[Collected data entries]
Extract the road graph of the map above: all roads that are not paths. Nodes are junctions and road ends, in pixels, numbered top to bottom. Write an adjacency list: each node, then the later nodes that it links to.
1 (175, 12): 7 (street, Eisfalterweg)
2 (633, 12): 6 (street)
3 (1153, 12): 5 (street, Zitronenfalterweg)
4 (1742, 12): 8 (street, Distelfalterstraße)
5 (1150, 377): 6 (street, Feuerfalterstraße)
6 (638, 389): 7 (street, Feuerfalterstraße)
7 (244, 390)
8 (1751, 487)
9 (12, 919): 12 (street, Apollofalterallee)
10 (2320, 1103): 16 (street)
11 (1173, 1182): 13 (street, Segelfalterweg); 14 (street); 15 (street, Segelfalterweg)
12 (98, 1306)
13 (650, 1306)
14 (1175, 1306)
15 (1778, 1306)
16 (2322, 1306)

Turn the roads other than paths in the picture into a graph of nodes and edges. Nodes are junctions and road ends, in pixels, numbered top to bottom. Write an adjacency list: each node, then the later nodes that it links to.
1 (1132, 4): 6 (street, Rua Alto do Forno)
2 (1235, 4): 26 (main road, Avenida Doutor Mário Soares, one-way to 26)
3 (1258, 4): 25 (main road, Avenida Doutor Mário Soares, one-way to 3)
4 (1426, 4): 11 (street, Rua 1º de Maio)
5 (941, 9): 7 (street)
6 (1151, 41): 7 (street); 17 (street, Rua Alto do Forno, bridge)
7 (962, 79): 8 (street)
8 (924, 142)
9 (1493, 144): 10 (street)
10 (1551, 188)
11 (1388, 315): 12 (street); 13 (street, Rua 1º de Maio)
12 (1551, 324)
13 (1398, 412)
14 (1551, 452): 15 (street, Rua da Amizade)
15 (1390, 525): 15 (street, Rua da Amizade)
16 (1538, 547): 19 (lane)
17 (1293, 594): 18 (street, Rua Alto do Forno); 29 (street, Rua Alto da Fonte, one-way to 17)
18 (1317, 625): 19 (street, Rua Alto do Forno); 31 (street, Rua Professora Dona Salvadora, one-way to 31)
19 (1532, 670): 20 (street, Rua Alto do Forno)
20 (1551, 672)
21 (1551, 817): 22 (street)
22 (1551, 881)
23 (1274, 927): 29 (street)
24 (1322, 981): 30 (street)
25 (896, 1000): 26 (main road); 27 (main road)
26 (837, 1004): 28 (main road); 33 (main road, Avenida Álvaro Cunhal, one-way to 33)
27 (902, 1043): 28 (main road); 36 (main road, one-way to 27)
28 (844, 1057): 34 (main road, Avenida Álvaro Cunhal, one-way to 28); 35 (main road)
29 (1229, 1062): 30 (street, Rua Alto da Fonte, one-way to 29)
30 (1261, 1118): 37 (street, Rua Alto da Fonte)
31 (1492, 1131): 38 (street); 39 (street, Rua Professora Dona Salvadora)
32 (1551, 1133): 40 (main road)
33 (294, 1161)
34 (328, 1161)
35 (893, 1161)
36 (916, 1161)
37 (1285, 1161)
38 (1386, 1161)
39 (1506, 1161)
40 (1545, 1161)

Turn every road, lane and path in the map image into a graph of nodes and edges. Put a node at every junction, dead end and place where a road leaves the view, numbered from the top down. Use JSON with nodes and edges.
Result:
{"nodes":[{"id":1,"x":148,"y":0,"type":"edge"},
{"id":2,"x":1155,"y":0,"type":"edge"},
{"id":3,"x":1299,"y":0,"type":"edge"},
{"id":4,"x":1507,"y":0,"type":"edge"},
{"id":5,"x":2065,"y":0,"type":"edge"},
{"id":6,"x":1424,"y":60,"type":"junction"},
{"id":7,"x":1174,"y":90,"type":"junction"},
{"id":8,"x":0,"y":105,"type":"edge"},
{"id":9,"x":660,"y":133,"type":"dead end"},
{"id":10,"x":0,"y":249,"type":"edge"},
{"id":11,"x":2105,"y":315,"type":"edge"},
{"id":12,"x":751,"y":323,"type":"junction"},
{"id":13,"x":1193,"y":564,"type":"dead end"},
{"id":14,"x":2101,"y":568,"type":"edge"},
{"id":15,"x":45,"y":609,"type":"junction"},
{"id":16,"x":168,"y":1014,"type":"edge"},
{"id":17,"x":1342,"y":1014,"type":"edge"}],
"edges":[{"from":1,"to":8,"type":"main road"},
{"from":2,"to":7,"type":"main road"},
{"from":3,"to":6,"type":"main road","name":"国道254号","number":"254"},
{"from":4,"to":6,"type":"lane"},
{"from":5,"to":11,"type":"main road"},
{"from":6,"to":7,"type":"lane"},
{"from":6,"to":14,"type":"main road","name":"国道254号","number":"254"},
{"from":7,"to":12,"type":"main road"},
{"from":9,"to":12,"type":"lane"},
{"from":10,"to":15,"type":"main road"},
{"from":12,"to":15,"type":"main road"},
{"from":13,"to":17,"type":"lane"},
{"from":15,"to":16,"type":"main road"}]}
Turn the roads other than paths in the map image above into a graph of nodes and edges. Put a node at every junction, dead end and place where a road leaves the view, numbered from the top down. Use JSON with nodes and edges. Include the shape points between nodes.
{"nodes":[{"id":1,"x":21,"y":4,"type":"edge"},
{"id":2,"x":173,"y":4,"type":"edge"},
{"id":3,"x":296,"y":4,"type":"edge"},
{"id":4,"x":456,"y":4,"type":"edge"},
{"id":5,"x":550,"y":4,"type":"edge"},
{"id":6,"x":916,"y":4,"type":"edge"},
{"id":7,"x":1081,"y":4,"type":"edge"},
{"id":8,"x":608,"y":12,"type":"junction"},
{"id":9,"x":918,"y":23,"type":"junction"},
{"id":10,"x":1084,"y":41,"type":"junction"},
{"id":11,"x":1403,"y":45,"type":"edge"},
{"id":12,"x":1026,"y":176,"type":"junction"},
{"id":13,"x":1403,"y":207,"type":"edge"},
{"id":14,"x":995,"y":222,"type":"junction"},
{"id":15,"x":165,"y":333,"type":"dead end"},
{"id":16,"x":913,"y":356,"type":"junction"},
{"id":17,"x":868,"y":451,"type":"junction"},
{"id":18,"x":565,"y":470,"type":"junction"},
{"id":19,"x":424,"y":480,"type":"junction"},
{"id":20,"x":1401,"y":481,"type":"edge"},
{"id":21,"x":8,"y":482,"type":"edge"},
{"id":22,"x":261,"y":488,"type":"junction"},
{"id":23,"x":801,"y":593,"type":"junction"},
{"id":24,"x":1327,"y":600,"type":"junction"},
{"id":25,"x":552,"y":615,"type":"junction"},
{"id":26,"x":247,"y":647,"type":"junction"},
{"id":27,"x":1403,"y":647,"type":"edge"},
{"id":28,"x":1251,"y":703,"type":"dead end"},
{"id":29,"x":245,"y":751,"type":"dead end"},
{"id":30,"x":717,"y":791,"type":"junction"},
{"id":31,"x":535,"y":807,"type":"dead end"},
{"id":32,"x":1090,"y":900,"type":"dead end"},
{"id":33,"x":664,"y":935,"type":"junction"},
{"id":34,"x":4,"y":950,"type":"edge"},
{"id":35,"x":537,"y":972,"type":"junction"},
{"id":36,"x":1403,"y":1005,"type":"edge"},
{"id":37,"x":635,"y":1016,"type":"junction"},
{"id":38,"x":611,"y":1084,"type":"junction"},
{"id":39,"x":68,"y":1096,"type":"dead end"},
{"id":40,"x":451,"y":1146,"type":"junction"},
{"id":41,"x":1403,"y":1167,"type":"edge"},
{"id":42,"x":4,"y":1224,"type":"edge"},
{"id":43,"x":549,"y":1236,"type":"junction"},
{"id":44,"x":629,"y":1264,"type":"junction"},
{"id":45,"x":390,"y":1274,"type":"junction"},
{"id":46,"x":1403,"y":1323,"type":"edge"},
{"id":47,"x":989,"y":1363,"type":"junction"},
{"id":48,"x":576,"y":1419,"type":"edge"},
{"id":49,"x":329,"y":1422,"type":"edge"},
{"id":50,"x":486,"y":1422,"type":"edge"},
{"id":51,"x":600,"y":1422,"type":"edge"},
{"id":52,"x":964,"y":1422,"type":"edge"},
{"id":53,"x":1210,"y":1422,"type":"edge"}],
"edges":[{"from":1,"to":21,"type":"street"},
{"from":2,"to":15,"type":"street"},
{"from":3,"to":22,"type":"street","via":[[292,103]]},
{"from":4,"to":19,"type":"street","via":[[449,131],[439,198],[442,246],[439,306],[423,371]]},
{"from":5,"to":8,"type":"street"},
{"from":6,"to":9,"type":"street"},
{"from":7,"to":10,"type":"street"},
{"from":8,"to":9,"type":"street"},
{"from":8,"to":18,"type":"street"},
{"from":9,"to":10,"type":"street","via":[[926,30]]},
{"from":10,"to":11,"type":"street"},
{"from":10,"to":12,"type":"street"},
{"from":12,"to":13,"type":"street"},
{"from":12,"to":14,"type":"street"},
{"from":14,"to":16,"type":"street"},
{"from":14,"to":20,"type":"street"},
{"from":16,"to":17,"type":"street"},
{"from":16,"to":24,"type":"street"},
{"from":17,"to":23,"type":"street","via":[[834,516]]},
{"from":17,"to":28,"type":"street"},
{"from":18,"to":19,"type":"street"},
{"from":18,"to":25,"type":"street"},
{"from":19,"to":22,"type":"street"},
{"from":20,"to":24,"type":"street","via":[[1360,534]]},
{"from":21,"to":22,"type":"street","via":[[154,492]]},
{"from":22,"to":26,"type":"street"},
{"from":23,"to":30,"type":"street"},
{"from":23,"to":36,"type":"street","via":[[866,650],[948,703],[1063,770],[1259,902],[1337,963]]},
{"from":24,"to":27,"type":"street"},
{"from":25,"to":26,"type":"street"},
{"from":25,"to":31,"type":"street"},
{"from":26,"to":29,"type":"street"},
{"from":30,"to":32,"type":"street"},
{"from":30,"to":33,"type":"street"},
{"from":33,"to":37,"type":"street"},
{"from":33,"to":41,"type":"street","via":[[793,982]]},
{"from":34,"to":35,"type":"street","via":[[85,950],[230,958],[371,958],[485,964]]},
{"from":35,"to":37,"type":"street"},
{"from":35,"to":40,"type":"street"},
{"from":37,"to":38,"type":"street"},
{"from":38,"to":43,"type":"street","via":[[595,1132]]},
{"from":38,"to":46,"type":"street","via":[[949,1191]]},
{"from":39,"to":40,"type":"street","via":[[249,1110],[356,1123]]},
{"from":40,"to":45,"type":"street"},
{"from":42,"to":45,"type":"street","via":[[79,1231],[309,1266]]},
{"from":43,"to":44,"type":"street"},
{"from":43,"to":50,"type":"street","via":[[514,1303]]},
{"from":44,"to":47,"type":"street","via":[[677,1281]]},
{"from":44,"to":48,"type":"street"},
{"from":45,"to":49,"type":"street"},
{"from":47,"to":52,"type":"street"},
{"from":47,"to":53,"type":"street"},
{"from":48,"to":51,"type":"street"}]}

■ **WHAT YOU HAVE TO DO**:
Scan the records above for the string "Professora", then copy each line where it turns up.

■ **SOLUTION TO THE EXERCISE**:
18 (1317, 625): 19 (street, Rua Alto do Forno); 31 (street, Rua Professora Dona Salvadora, one-way to 31)
31 (1492, 1131): 38 (street); 39 (street, Rua Professora Dona Salvadora)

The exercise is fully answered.